Ironia, creatività e azzardo… come “maschere” d’artista. Bastano quelle a fare il personaggio?
«Ci vuole anche un po’ di Bach,» senza alcuna esitazione. Dappoi Morgan sorridendo: «Questo è Bach, rivolgendomi alla tata di mia figlia. E lei: “Ah, quello che ha inventato i “fiori”…»
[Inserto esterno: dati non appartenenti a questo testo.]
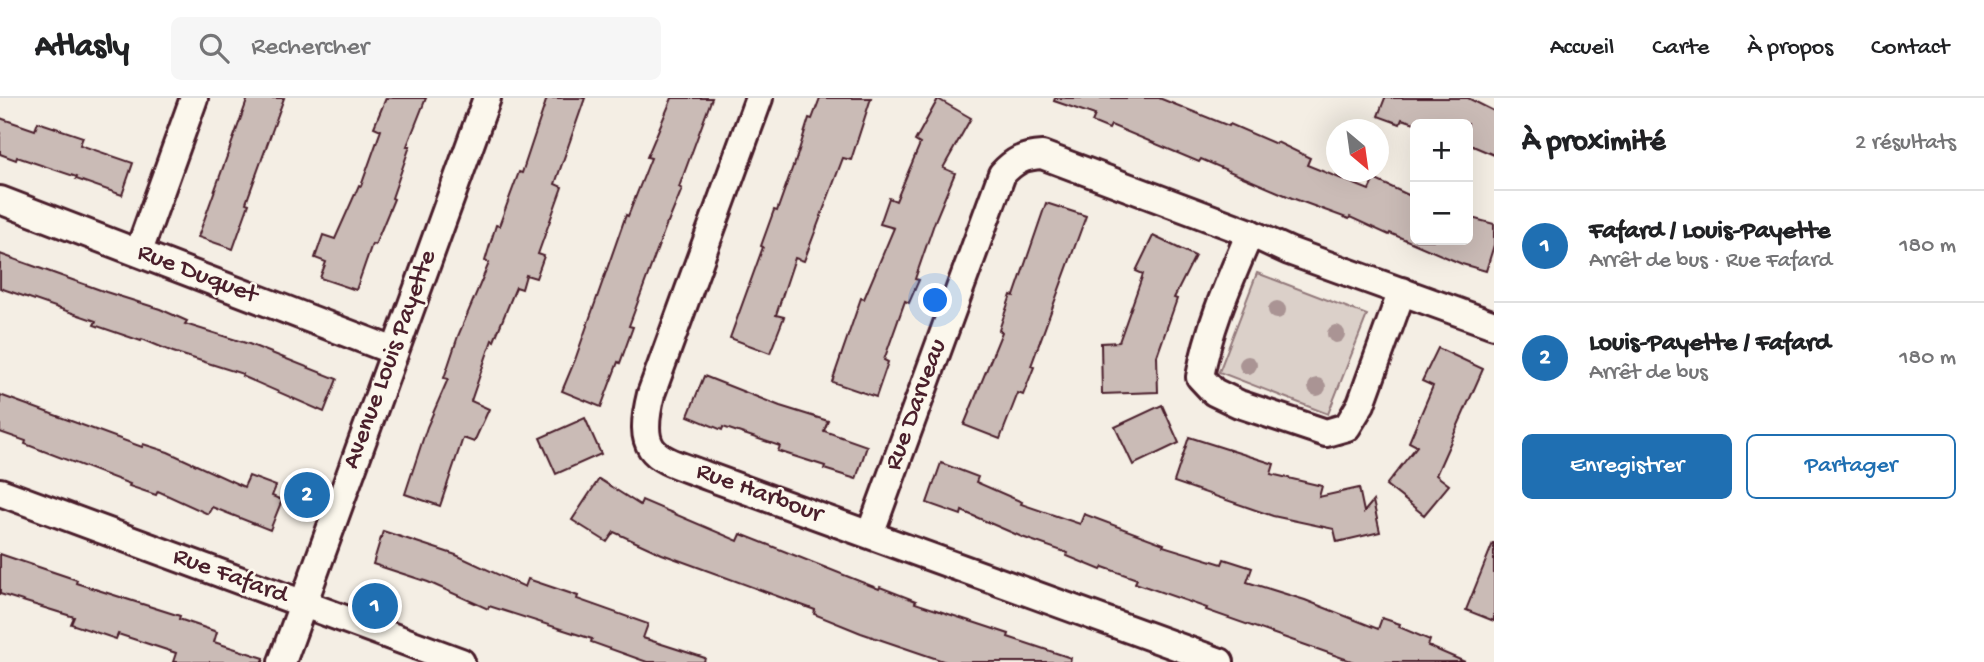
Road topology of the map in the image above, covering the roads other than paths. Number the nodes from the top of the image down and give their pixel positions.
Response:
1 (194, 98) edge
2 (487, 98) edge
3 (759, 98) edge
4 (0, 200) edge
5 (1250, 233) junction
6 (139, 251) junction
7 (1402, 291) junction
8 (1494, 325) edge
9 (394, 351) junction
10 (0, 492) edge
11 (870, 534) junction
12 (303, 604) junction
13 (282, 662) edge
14 (461, 662) edge
15 (1220, 662) edge

1 - 6 street
2 - 9 street, Avenue Louis Payette
3 - 11 street, Rue Harbour
4 - 6 street, Rue Duquet
5 - 7 street, Rue Darveau
5 - 7 street
5 - 11 street, Rue Darveau
6 - 9 street, Rue Duquet
7 - 8 street, Rue Darveau
9 - 12 street, Avenue Louis Payette
10 - 12 street, Rue Fafard
11 - 15 street, Rue Harbour
12 - 13 street, Avenue Louis Payette
12 - 14 street, Rue Fafard

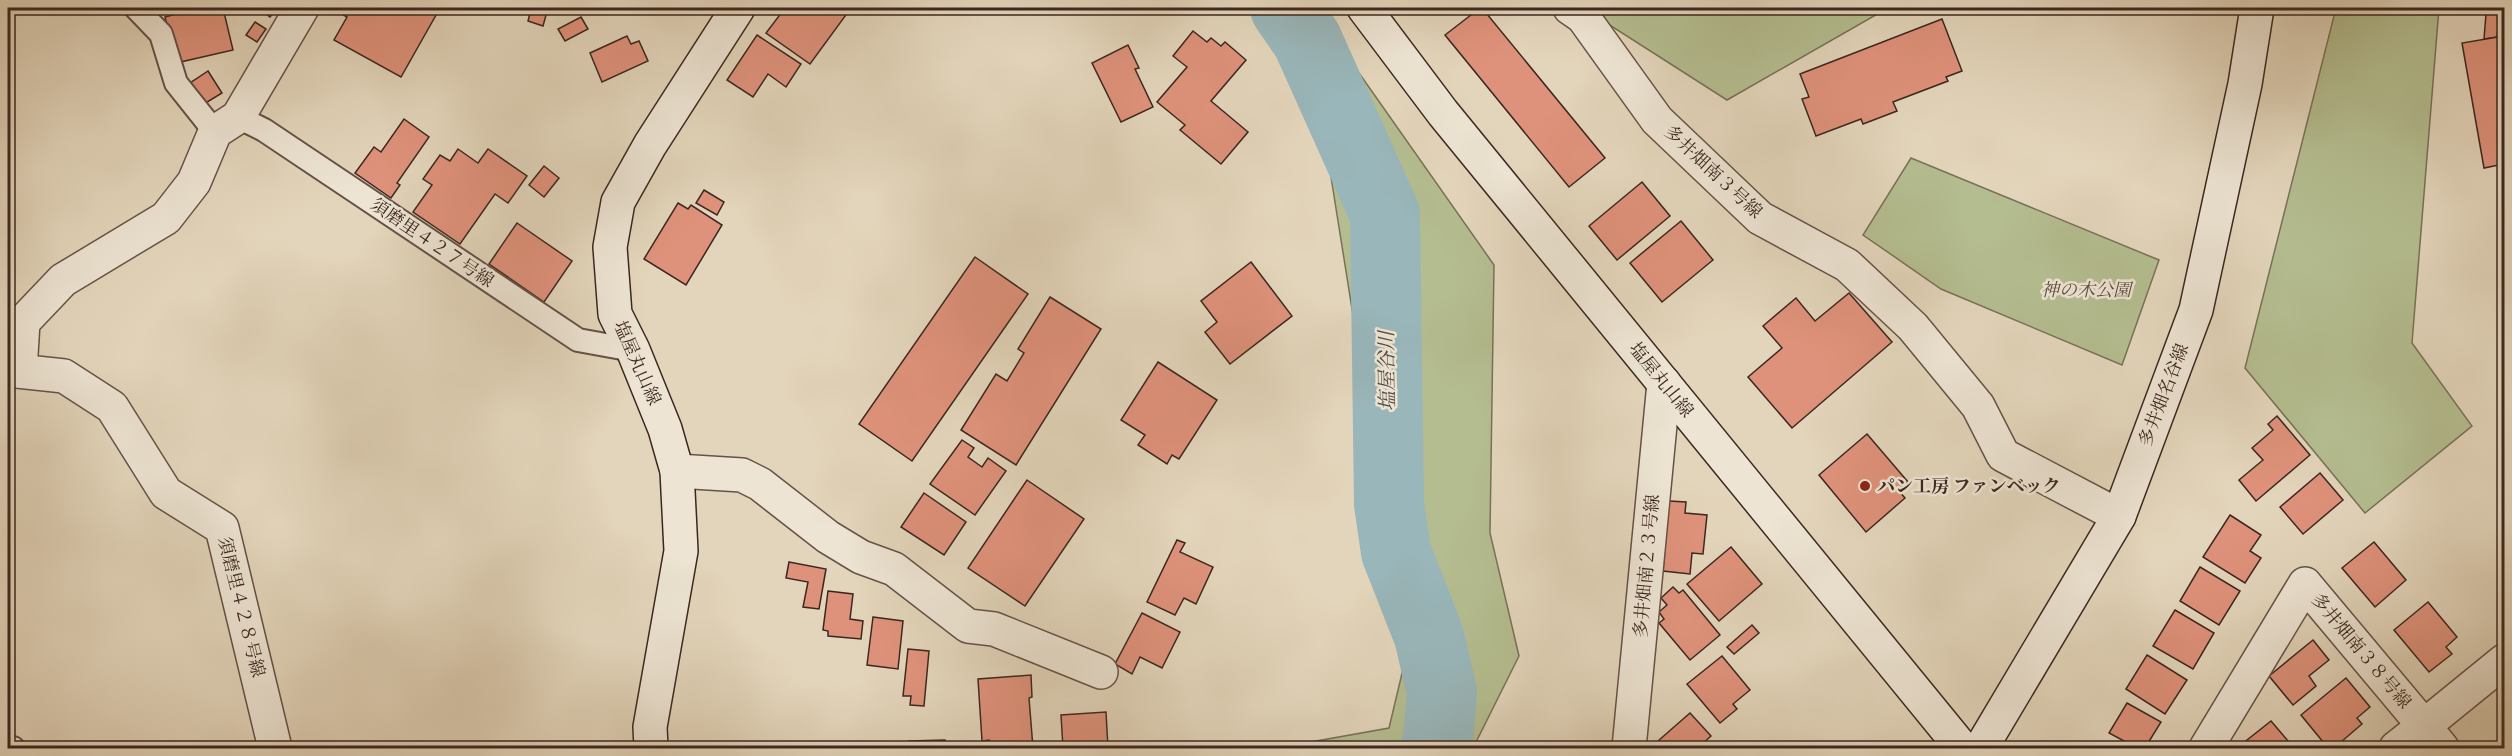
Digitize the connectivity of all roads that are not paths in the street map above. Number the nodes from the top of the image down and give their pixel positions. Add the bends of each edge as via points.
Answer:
1 (136, 8) edge
2 (303, 8) edge
3 (738, 8) edge
4 (1364, 8) edge
5 (1570, 8) edge
6 (2257, 8) edge
7 (227, 124) junction
8 (633, 350) junction
9 (14, 371) edge
10 (1664, 383) junction
11 (677, 471) junction
12 (2119, 516) junction
13 (2505, 661) edge
14 (1101, 672) dead end
15 (2433, 737) edge
16 (8, 747) edge
17 (13, 748) edge
18 (275, 748) edge
19 (651, 748) edge
20 (1629, 748) edge
21 (1962, 748) edge
22 (1981, 748) edge
23 (2206, 748) edge
24 (2396, 748) edge

1 - 7 lane, 須磨里４２７号線 via 161,34 176,83
2 - 7 street
3 - 8 street, 塩屋丸山線 via 618,202 610,247 615,314
4 - 10 street, 塩屋丸山線 via 1443,113
5 - 12 street, 多井畑南３号線 via 1583,17 1657,120 1760,218 1846,265 1913,327 1978,406 2003,455
6 - 12 street, 多井畑名谷線 via 2245,84 2196,310
7 - 8 lane, 須磨里４２７号線 via 264,130 578,340
7 - 9 street via 194,182 166,218 63,280 23,322
8 - 11 street, 塩屋丸山線 via 665,429
9 - 18 street, 須磨里４２８号線 via 64,376 112,407 166,493 222,528
10 - 20 street, 多井畑南２３号線
10 - 21 street, 塩屋丸山線
11 - 14 street via 742,475 861,557 894,569 968,626 994,628
11 - 19 street, 塩屋丸山線 via 681,552 650,727
12 - 22 street, 多井畑名谷線
13 - 15 street
15 - 23 street, 多井畑南３８号線 via 2305,584
15 - 24 street
16 - 17 lane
«Le maschere sono qualcosa che indossi sul palco,» come riprendendo il filo. «Ero in un albergo, avevo sete e ho bevuto un caffè. Ci arrivai per caso, facendo una piccola sosta. Un albergo un po’ decaduto, lontano da Dio… ma i camerieri erano particolarmente raffinati. “È raro trovare delle persone come lei da queste parti,” mi disse uno di loro. E io ho riflettuto sul fatto che non avesse usato il termine “personaggio”, quanto piuttosto “persona”, che è una delicatezza. Il termine “personaggio” ti svuota della realtà, catapultandoti subito nel mondo della finzione… Quando dici “persona”, invece, dai quella nobiltà dell’essere umano… Mi capita spesso di incontrare della gente che mi dice: “Sei un gran bel personaggio!”, allora faccio notare che, in quel momento, non sono sul palco e non sono un personaggio. E anche qualora mi avessero visto in teatro a recitare l’Amleto – pure in quel caso –, Amleto sarebbe stato il personaggio e io l’attore: quindi, persona.»